In line with these survey results, softer demand for agricultural land likely will extend into 2025; 45% and 35% of survey respondents expected farmers and non-farm investors, respectively, to have weaker demand to acquire farmland this fall and winter compared with a year earlier. Less than 20% expected these groups to have stronger demand.

Overall, respondents expect a drop in the volume of farmland transfers during this fall and winter relative to a year ago.

Net cash earnings, which include government payments, for crop and livestock farmers were expected to be lower during the fall and winter from their levels of a year earlier, according to the responding bankers.

For crop farmers, 3% of survey respondents forecasted net cash earnings to rise over the next three to six months relative to a year ago, while 91% forecasted these earnings to fall.

For dairy farmers, 14% of survey respondents expected net cash earnings to increase over the next three to six months relative to a year ago, while 22% expected these earnings to decrease.
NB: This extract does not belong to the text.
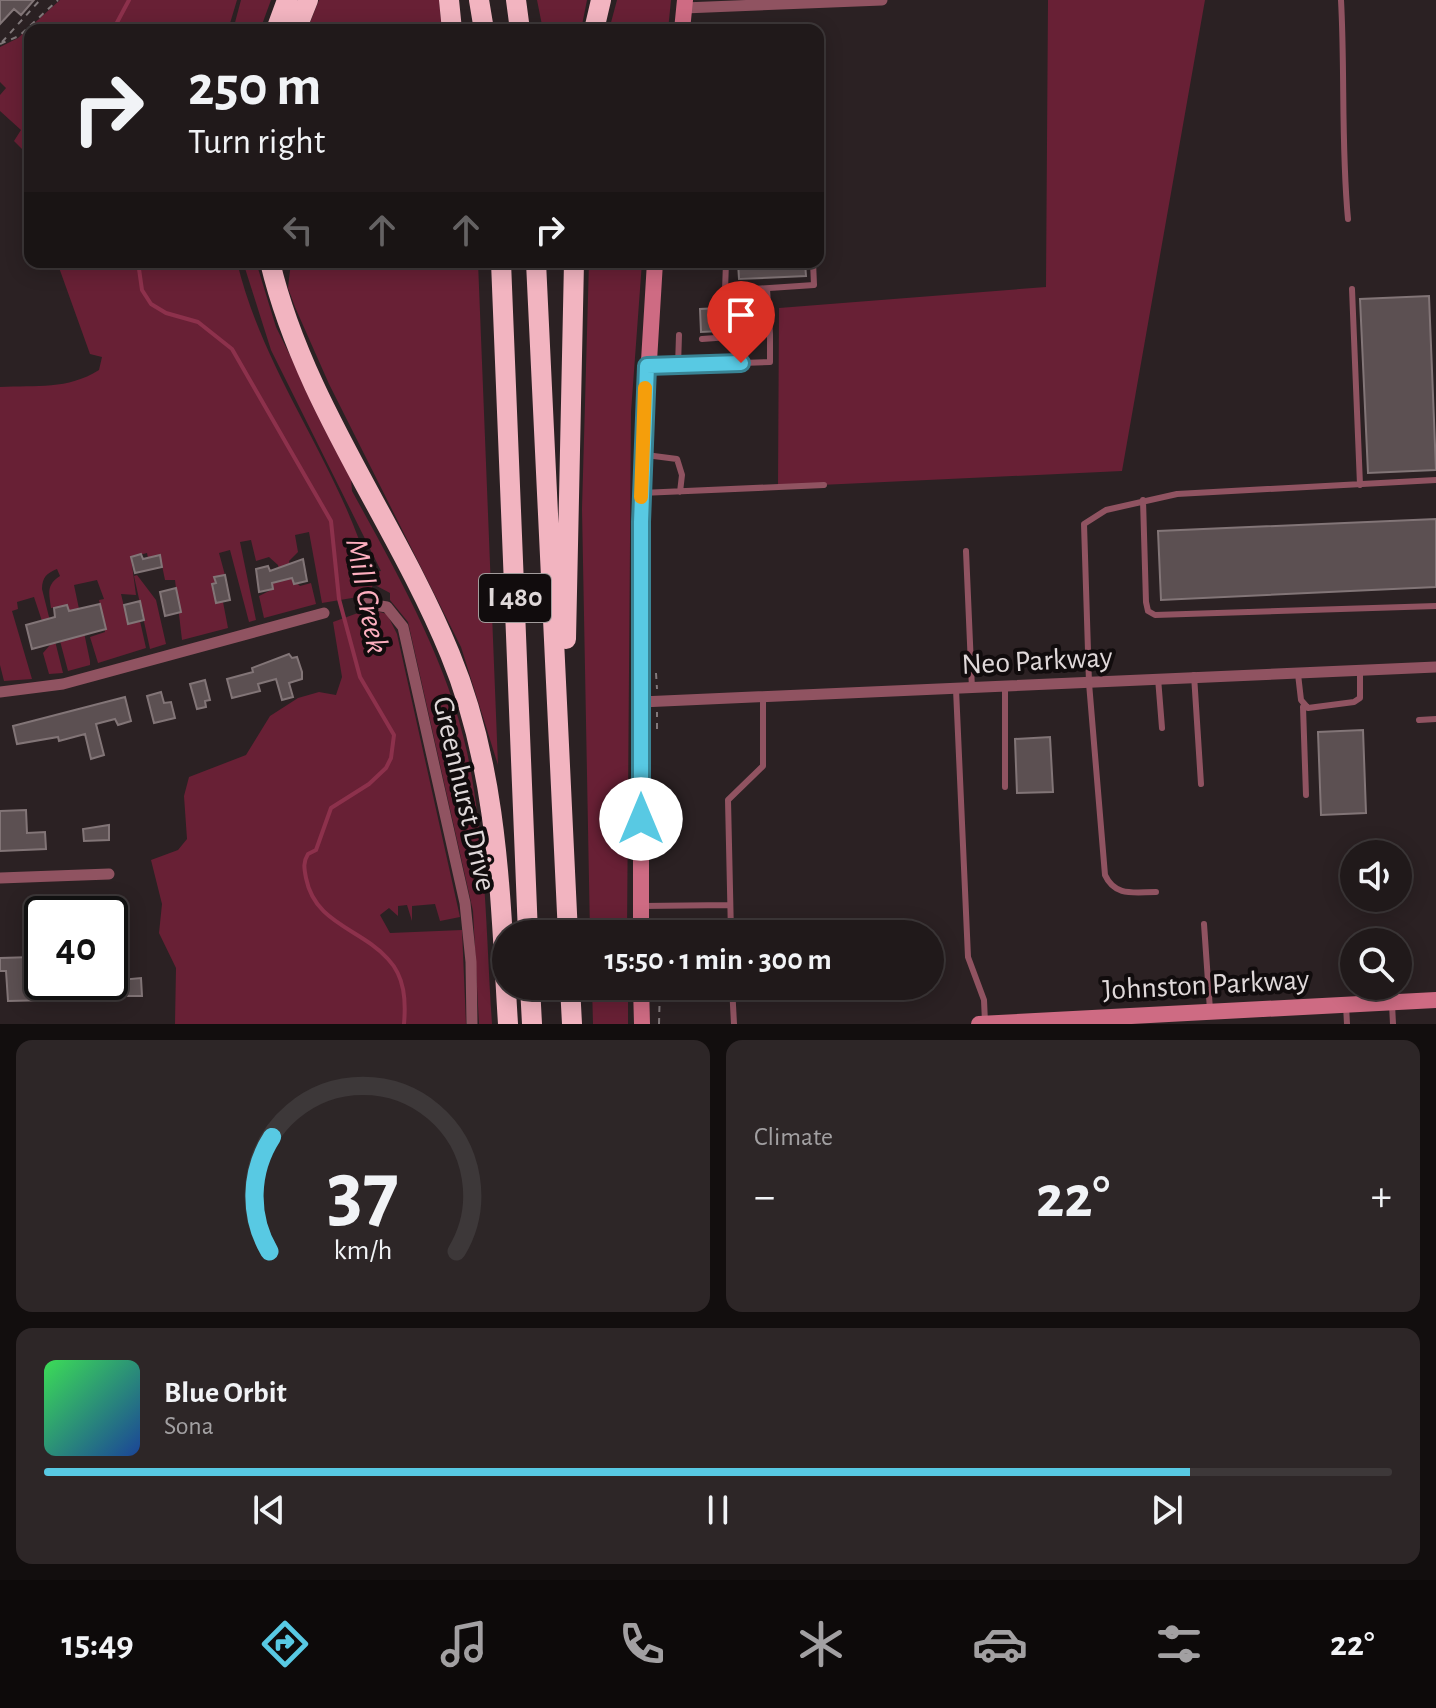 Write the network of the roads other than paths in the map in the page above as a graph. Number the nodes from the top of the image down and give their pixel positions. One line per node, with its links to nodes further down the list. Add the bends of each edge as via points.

The district’s cattle and hog operations were expected to do about the same, with 22% of responding bankers forecasting higher net cash earnings for cattle and hog farmers over the next three to six months relative to a year earlier and 31% forecasting lower such earnings.

The livestock sector faced dim prospects for income growth, but nothing like the slump facing the crop sector.

Overall, 42% of the responding bankers predicted a lower volume of farm loan repayments over the next three to six months compared with a year earlier, while only 1% predicted a higher volume.

“Unsurprisingly, given income expectations, forced sales or liquidations of farm assets owned by financially distressed farmers were anticipated to rise in the next three to six months relative to a year ago, as 38% of the responding bankers anticipated them to increase and 2% anticipated them to decrease,” Oppedahl said.

Non-real estate loan volumes – specifically for operating loans, feeder cattle loans and loans guaranteed through the U.S. Department of Agriculture’s Farm Service Agency – were forecasted to be larger in the last three months of 2024 compared with the same three months of 2023.

Farm real estate loan volumes were forecasted to be smaller in the last three months of 2024 compared with the same three months of a year earlier.

Although dipping farm interest rates could help some, agricultural credit conditions were expected to keep weakening as farm incomes, for the most part, keep shrinking.

The 7th District of Chicago includes the northern two-thirds of Illinois and Indiana, all of Iowa, the southern two-thirds of Wisconsin and Michigan’s Lower Peninsula.